Au paravent, nous avons déjà créée une agence nationale de l’assistance juridique et judiciaire parce que, il faut en convenir, nous sommes dans un pays où on dit que nul n’est sensé ignoré la loi, alors que de mon humble avis, c’est plutôt le contraire qui est la règle. Tout le monde quasiment ignore la loi et il faut pouvoir leur expliquer ce que c’est que la loi, leur faciliter les procédures, le leur faire comprendre mais aussi assister les plus pauvres pour leur accès  la justice,  parce que dans la justice moderne, la vérité est que si vous n’avez pas un conseil professionnel, je veux  dire un avocat, il est tout à fait difficile d’y accéder, comme vous voulez, et avec succès.

D’après les dernières statistiques que j’ai, la justice nigérienne est devenue tout au moins plus rapide. Et comme vous le savez déjà, à ma prise de fonction, le premier acte que j’ai pris, c’était de créer une ligne verte pour dénoncer la corruption et le trafic d’influence en milieu judiciaire. Malgré, évidemment, la résistance des magistrats, nous avons imposé ce souci là pour que les nigériens qui pourraient se plaindre puissent avoir un recours qui leur permette de dénoncer les difficultés.

Voilà ce que nous avons eu à faire. Disons que les choses ont pu sans doute s’améliorer avec tant de réformes et tant d’engagement.  Mais, c’est une question qu’il vaut mieux poser aux justiciables nigériens.
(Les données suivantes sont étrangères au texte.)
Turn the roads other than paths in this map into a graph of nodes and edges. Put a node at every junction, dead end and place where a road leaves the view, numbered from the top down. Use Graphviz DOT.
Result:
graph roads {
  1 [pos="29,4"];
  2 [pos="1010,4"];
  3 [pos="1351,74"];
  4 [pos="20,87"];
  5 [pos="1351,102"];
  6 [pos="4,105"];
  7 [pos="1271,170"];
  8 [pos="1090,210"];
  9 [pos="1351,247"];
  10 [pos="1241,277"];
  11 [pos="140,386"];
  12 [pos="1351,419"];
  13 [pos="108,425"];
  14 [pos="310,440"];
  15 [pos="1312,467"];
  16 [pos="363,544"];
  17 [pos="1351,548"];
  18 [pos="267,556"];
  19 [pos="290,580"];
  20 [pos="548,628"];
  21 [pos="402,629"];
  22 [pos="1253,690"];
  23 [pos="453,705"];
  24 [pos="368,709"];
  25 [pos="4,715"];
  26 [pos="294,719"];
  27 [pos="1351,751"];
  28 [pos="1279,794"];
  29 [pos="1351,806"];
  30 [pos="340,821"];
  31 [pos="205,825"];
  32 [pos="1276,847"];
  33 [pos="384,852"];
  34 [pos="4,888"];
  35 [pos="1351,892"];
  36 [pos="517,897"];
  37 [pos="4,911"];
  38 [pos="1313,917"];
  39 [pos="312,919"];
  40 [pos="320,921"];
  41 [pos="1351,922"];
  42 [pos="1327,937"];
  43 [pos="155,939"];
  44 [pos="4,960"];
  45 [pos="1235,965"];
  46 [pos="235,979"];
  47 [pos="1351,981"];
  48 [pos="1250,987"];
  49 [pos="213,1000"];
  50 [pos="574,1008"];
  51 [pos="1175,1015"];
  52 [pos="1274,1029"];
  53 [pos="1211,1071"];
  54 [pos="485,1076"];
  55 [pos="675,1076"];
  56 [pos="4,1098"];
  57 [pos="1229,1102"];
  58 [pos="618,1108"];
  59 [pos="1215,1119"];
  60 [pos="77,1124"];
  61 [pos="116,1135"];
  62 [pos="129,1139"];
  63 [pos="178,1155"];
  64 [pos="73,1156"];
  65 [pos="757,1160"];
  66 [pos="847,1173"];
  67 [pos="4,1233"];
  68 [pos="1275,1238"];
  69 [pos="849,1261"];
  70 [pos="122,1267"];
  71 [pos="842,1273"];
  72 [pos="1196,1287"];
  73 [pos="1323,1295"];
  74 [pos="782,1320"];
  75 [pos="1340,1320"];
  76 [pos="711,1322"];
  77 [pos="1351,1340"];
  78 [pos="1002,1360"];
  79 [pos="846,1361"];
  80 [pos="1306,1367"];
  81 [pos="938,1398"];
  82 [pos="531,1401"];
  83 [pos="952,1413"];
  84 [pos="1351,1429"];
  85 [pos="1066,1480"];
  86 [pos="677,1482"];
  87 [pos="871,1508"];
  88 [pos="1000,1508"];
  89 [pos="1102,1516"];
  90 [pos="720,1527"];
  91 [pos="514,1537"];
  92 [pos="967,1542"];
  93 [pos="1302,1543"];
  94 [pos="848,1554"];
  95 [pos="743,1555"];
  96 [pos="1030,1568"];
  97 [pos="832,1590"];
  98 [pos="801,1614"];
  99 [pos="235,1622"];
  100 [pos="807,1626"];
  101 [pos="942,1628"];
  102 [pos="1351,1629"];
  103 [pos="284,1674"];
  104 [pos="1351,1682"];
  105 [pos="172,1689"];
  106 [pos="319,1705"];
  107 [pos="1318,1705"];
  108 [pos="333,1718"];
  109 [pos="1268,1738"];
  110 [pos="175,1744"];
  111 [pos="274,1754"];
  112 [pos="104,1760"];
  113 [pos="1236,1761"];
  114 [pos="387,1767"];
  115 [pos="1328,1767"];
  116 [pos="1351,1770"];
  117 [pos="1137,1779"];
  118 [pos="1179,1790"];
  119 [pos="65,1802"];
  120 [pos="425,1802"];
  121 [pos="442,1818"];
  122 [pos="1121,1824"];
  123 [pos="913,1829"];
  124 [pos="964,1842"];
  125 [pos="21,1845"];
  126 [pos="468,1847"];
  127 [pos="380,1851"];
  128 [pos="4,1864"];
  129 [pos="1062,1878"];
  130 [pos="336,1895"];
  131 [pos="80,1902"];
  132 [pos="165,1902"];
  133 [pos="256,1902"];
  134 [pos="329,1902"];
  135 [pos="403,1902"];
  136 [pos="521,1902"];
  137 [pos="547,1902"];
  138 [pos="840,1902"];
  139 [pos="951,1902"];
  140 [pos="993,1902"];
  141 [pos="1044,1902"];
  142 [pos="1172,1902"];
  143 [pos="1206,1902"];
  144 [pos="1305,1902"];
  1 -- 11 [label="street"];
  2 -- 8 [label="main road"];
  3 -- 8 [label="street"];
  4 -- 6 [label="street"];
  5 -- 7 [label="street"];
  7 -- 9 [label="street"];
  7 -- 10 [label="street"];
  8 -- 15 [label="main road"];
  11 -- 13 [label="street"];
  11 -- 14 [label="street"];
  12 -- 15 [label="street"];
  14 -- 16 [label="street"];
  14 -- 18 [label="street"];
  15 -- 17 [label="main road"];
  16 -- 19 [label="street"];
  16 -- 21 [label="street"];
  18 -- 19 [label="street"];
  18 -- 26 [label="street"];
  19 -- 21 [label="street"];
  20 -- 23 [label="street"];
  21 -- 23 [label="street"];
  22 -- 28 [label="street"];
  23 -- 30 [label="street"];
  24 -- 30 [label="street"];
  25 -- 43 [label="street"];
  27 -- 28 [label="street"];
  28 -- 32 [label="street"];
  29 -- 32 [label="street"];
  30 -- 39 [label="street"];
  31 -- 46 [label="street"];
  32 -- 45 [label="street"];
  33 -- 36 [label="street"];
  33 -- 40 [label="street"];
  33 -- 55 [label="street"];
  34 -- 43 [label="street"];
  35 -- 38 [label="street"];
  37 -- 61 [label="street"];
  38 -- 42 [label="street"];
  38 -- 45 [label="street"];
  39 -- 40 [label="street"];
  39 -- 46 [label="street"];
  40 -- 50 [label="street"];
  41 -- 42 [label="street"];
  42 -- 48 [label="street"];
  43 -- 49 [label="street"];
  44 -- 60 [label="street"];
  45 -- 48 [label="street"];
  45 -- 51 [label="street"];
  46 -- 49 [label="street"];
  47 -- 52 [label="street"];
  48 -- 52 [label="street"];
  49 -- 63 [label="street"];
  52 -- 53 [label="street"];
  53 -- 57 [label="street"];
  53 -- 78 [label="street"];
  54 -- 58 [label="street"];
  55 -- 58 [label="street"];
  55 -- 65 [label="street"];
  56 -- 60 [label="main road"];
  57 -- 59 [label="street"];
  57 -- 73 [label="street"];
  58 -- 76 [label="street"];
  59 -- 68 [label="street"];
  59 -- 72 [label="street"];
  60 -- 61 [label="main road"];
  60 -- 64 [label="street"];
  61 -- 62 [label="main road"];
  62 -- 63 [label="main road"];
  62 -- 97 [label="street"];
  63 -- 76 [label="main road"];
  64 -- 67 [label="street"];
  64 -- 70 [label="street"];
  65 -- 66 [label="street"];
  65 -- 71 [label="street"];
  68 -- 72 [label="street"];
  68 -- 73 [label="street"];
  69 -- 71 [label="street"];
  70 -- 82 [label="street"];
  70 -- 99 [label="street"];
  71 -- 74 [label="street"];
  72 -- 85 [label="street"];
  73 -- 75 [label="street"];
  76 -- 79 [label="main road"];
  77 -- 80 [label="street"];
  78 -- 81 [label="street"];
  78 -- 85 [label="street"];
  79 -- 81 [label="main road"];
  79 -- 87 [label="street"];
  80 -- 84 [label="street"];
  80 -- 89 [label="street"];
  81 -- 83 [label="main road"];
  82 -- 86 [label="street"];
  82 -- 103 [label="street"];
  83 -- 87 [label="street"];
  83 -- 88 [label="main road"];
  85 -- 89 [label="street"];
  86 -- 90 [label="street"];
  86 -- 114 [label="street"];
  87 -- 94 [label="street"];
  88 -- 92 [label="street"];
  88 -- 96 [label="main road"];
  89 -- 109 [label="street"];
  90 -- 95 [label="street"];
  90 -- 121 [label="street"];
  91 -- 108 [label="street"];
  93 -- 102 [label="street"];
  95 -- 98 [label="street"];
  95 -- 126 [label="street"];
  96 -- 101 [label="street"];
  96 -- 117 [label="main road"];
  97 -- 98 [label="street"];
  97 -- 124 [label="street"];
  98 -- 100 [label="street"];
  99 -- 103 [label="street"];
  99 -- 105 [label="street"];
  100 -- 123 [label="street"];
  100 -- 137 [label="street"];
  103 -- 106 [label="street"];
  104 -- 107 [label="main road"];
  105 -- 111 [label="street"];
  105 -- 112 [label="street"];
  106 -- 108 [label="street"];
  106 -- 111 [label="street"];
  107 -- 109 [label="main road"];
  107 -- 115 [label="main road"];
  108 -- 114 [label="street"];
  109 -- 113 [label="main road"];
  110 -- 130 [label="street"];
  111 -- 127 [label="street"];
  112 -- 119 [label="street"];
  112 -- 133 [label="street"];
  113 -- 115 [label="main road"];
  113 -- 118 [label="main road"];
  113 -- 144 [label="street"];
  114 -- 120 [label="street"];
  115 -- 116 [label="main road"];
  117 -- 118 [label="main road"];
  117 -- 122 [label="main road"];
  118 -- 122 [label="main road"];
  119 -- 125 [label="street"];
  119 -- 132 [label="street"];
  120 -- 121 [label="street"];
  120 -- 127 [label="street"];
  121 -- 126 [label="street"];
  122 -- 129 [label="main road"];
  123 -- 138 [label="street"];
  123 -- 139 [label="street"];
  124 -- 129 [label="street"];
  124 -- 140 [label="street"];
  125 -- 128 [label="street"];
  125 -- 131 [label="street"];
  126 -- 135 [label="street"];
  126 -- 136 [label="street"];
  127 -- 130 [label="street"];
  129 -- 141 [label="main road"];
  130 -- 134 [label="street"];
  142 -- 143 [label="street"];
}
Mohamed SEIDOU : Merci Monsieur le Ministre.  Est-ce que la séparation des trois pouvoirs est une réalité au Niger, je veux parler du pouvoir exécutif, du pouvoir judiciaire et du pouvoir législatif ?
Marou AMADOU : Ce dont je peux répondre, c’est qu’il est essentiel que dans Etat de droit que la justice soit indépendante du pouvoir exécutif et législatif. Je puis vous assurer qu’évidemment ceci est une question d’homme, une question de principe. Nous avons veillé à ce que la justice soit indépendante. En effet, je peux vous assurer que, en dehors du cadre législatif, aucun magistrat du siège n’a été affecté pour les décisions qu’il a pu rendre.

Et c’est cela l’indépendance de la justice. Pour le reste, c’est une question qui relève des magistrats. C’est à eux et à eux seuls de prendre les décisions dans leur intime conviction et conformément à la loi. Si nous, ministère public, on n’était pas d’accord, on peut faire les recours légaux, c'est-à-dire on fait un appel, lorsque la décision est en instance au plan pénal, et on fait le pourvoi en cassation, si le ministère public, c'est-à-dire le parquet, dont je suis le chef, n’est pas satisfait. De même, les citoyens qui ne sont pas satisfaits des décisions font régulièrement des appels.

Maintenant, s’agissant de l’exécutif et du législatif, évidemment, là légalement les pouvoirs sont séparés, mais comme on le dit dans le monde entier, c’est une séparation doublée de complémentarité et de collaboration. Sans cela aucun pays ne saurait fonctionner. Pour qu’un exécutif  puisse travailler, il faut absolument qu’il y ait une majorité parlementaire qui l’accompagne dans l’adoption des lois, qui l’accompagne et évidemment, positivement, en contrôlant l’action gouvernementale et en faisant des recommandations qui sont appliquées par l’exécutif.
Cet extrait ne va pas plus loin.